Park Animals are fuming over rumours that the 2014 budget includes an increase in funding to promote tourism.
The rumours, which were published this morning in several Park newspapers, have added fuel to Park residents’ anger about the budget and about the Archons’ push to make The Park a popular tourist destination.
“The Park Finance Office should be ashamed of itself for even considering it, and so should the Archons,” Emmanuelle Musaraigne told reporters at a hastily-called press conference this afternoon.
Musaraigne, who is president of the recently-formed anti-tourism group, NoPARKing, mnaged to assemble her membership within minutes of hearing the rumour. Some even came prepared, carrying signs that simply said, “NO!”
“We will protest and we will protest until this thing is removed from the budget,” Musaraigne declared at the end of the conference.
“And we will boycott this ill-conceived three-prong tourism plan entirely unless the Finance Office and the Tourist Office show some respect for Park citizens,” she said.
The plan, which was introduced last year as a scheme to open up a new revenue stream for The Park, has continued to be controversial and unpopular among Park residents. Last year, some particularly infuriated members of the group, Keep Your Paws out of Our Ponds, set up barriers in the new tourist areas in the hope of discouraging return visitors.

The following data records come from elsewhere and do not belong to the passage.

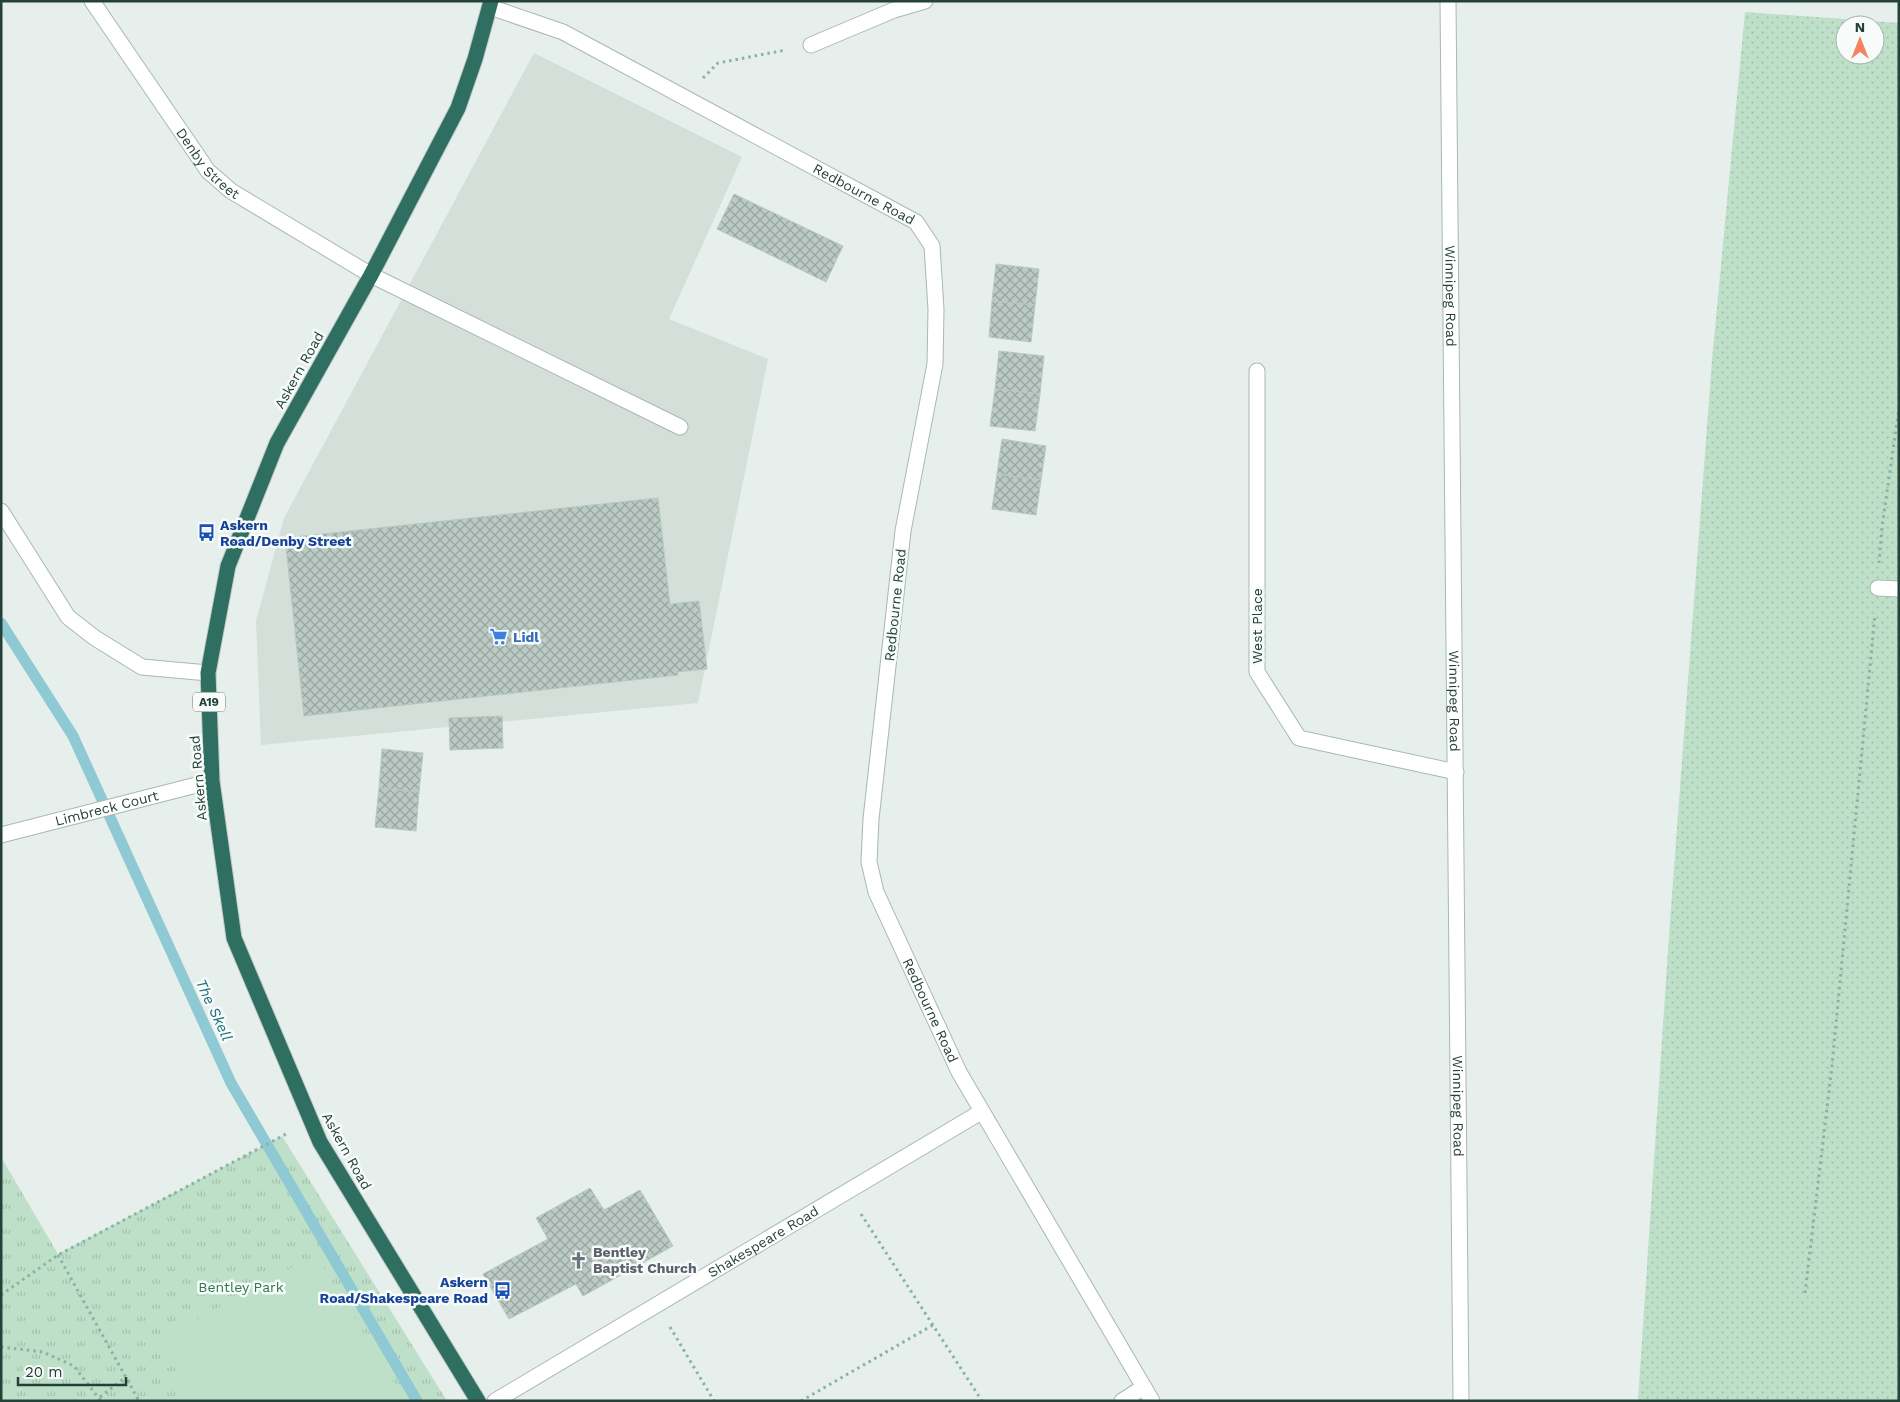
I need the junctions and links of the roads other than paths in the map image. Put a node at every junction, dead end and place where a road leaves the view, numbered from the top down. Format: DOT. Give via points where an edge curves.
graph roads {
  1 [pos="92,1"];
  2 [pos="925,1"];
  3 [pos="1448,1"];
  4 [pos="490,4"];
  5 [pos="812,45"];
  6 [pos="371,275"];
  7 [pos="1257,371"];
  8 [pos="680,427"];
  9 [pos="1,511"];
  10 [pos="1878,588"];
  11 [pos="1899,589"];
  12 [pos="208,674"];
  13 [pos="1456,772"];
  14 [pos="212,780"];
  15 [pos="1,835"];
  16 [pos="982,1112"];
  17 [pos="1144,1387"];
  18 [pos="478,1401"];
  19 [pos="495,1401"];
  20 [pos="1122,1401"];
  21 [pos="1152,1401"];
  22 [pos="1461,1401"];
  1 -- 6 [label="street, Denby Street" via="208,172 231,191"];
  2 -- 5 [label="street" via="894,10"];
  3 -- 13 [label="street, Winnipeg Road"];
  4 -- 6 [label="highway, Askern Road / A19" via="458,108"];
  4 -- 16 [label="street, Redbourne Road" via="564,32 916,222 932,246 935,364 903,531 869,862 876,892 959,1072"];
  6 -- 8 [label="street, Denby Street"];
  6 -- 12 [label="highway, Askern Road / A19" via="277,443 228,566"];
  7 -- 13 [label="street, West Place" via="1257,672 1299,738"];
  9 -- 12 [label="street" via="68,617 94,638 142,667"];
  10 -- 11 [label="street"];
  12 -- 14 [label="highway, Askern Road / A19"];
  13 -- 22 [label="street, Winnipeg Road"];
  14 -- 15 [label="street, Limbreck Court"];
  14 -- 18 [label="highway, Askern Road / A19" via="234,938 320,1142"];
  16 -- 17 [label="street, Redbourne Road"];
  16 -- 19 [label="street, Shakespeare Road"];
  17 -- 20 [label="street"];
  17 -- 21 [label="street, Redbourne Road"];
}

Wellington Whistlepig, founder and current president of the Park Association of Shops and Services (PASS) says that while there is no proof that tourists benefit The Park’s economy, there is ample evidence that they are destroying our pristine environment : ”It’s not as if they buy anything from our shops or even from our restaurants,” he says. “They insult us by bringing their own food and drink and leaving the garbage behind for us to clean up.”
But The Park’s immigrant aid groups say they fear an even more devastating possibility: that funds that have previously gone to assisting refugees and new immigrants might be diverted to this new tourism plan.
“We are a Park of immigrants and refugees, some of whom have fled the very creatures we are now being told to welcome and to serve. This is a very dangerous path for us to follow,” says Inez Gallina of Home to Roost.